I worked on a web-based descision support system (dss.mahlathini.org) aimed at helping smallholders and facilitators determine what farming practices best suit their physical environment and available resources.
A functional requirement was to automatically get the slope of a given coordinate found on a map UI. Though there are APIs available that can get the altitude of a coordinate, I wanted to have as little dependence on outside sources as possible, as many freely-available sources I found had been shut down.
A restriction on the application was that I wanted to keep server CPU load low. This meant all processing must be done client-side. The only client-server interaction is delivery of files, but the speed of the program client-side is still a concern.
The altitude data used is NASA’s Shuttle Radar Topology Mission (SRTM) 90m dataset. This provides a 90m precision, and is as good as it gets for South Africa – 30m and 10m variants are available for some more developed countries.
I downloaded the tiled data in .asc(ASCII) format. This data totalled 1.84GB, split into 10 different files – each file averaging around 170MB. Note that these values are given without gzip compression, but gzip is enabled on the server, making everything significantly smaller.
Due to the way HTTP works, it is impossible to only download a portion of a file without server-side code that can read that portion of the file and deliver it to the client. This means that any time we would want to find a value in the map, we would have to download 170MB just to find one value – very wasteful. Obviously this solution is relatively simple when a database is available.
To make delivery more optimal, I wrote a simple program on my laptop to partition the tiles. The program takes a glob-syntax string as input for all the map tiles, the output directory, and the number of times to divide each tile (which should be a multiple of the number of tiles).
Partitioned tile lookup
Instead of having 10 files each around 170MB, what if we instead had 10000 files each 170KB? And then if we knew which file corresponded to which region of geographical space, we can simply load that file and parse it.

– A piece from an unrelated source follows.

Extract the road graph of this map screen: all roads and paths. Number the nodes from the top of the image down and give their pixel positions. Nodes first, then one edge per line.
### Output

This requires 3 types of asc files:
- The tile index
- The partition index
- The partitioned tiles themselves
The partitioned tile files are the result of partitioning each of the input tile asc files into smaller parts. There will be n^2 for each tile.
The partition index asc files each contain cells whose values correspond to the path of a partitioned area of the map (the partitioned cell file).

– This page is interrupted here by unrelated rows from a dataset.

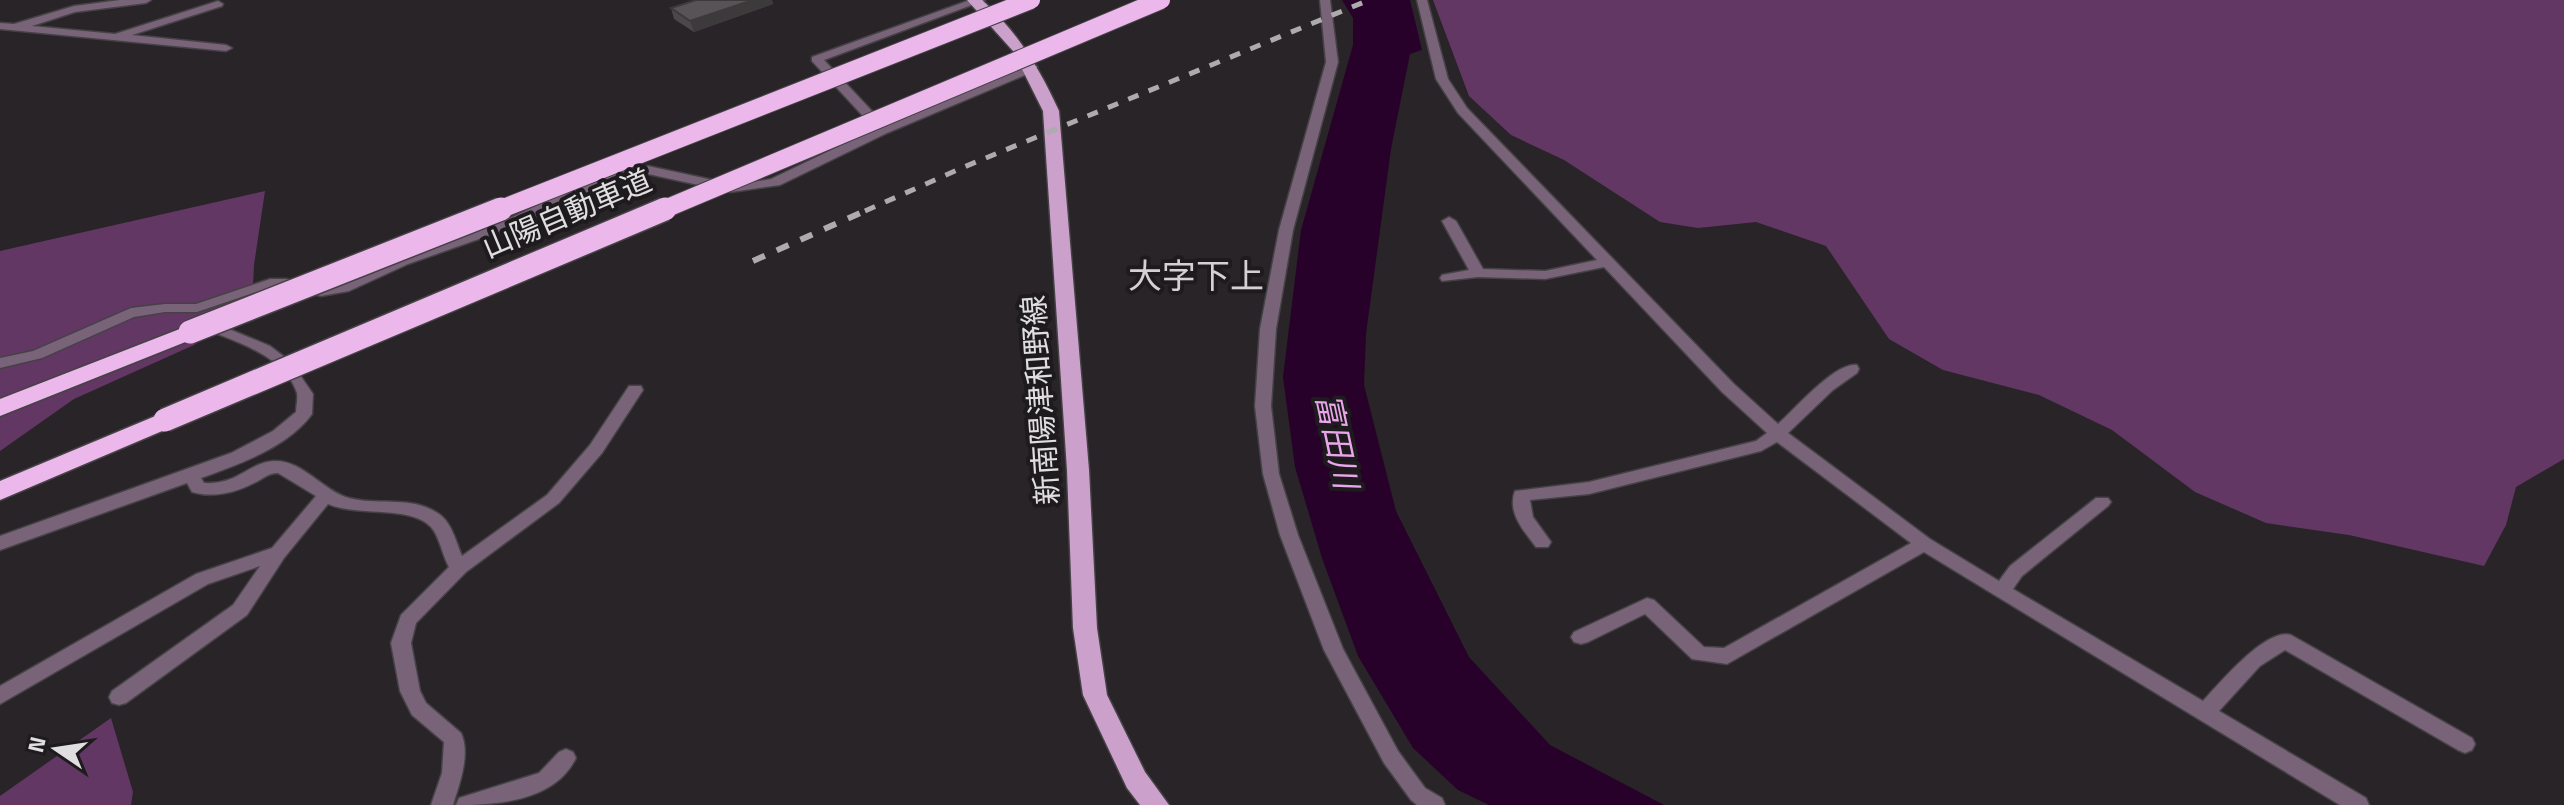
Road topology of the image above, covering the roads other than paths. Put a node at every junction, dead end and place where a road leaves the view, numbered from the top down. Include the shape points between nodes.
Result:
1 (146, 0) edge
2 (977, 0) edge
3 (1031, 0) edge
4 (1161, 0) edge
5 (1325, 0) edge
6 (1422, 0) edge
7 (218, 4) dead end
8 (0, 26) edge
9 (15, 28) junction
10 (117, 36) junction
11 (226, 48) dead end
12 (1033, 68) junction
13 (883, 130) junction
14 (1449, 221) dead end
15 (1606, 262) junction
16 (1478, 273) junction
17 (1447, 278) dead end
18 (197, 308) junction
19 (0, 363) edge
20 (1851, 369) dead end
21 (635, 390) dead end
22 (0, 408) edge
23 (1778, 434) junction
24 (191, 475) junction
25 (0, 491) edge
26 (325, 496) junction
27 (2102, 502) dead end
28 (1542, 542) dead end
29 (0, 543) edge
30 (1924, 544) junction
31 (278, 553) junction
32 (460, 567) junction
33 (2002, 591) junction
34 (1581, 637) dead end
35 (0, 696) edge
36 (119, 697) dead end
37 (2206, 711) junction
38 (2465, 744) dead end
39 (566, 758) dead end
40 (442, 805) edge
41 (467, 805) edge
42 (1156, 805) edge
43 (1434, 805) edge
44 (2358, 805) edge

1 - 9 street via 74,9
2 - 12 main road, 新南陽津和野線 via 1011,34
2 - 13 street via 816,59
3 - 22 highway, 山陽自動車道, bridge
4 - 25 highway, 山陽自動車道, bridge
5 - 43 street via 1332,62 1286,230 1268,329 1263,406 1271,474 1334,650 1391,757 1418,794
6 - 15 street via 1442,79 1462,110
7 - 10 street
8 - 9 street
9 - 10 street
10 - 11 street
12 - 13 street
12 - 42 main road, 新南陽津和野線 via 1053,124 1085,628 1095,695 1136,780
13 - 18 street via 775,182 731,188 648,170 630,172 344,288 321,292 270,283
14 - 16 street
15 - 16 street via 1545,275
15 - 23 street
16 - 17 street
18 - 19 street via 131,313 37,355
18 - 24 street via 202,322 265,349 286,365 305,394 304,414 283,435
20 - 23 street
21 - 32 street via 596,449 553,499
23 - 28 street via 1761,445 1589,488 1521,495 1524,518
23 - 30 street
24 - 26 street via 198,488 218,491 271,466 283,468
24 - 29 street
26 - 31 street
26 - 32 street via 436,520
27 - 33 street via 2016,571
30 - 33 street
30 - 34 street via 1727,656 1699,654 1647,605
31 - 35 street via 202,579
31 - 36 street via 240,610
32 - 40 street via 408,620 401,643 419,709 454,739 452,773
33 - 37 street
37 - 38 street via 2253,661 2284,640
37 - 44 street
39 - 41 street via 546,780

The tile index asc file is the entry point to finding the partitioned tile. Each cell value corresponds to the path of a partition index.
This gives us a simple tree structure that serves as an index for lookup:
- Look in the index for which cell my coordinate (x, y) falls, and get the z-value.
- Look in the tile index I was pointed to in the previous step for which tile my coordinate (x, y) falls and get the z-value.
- Look in the tile that the previous step’s z-index pointed to. I am now in the tile that will contain my value. Look for the cell that my coordinate (x, y) falls into to get the value.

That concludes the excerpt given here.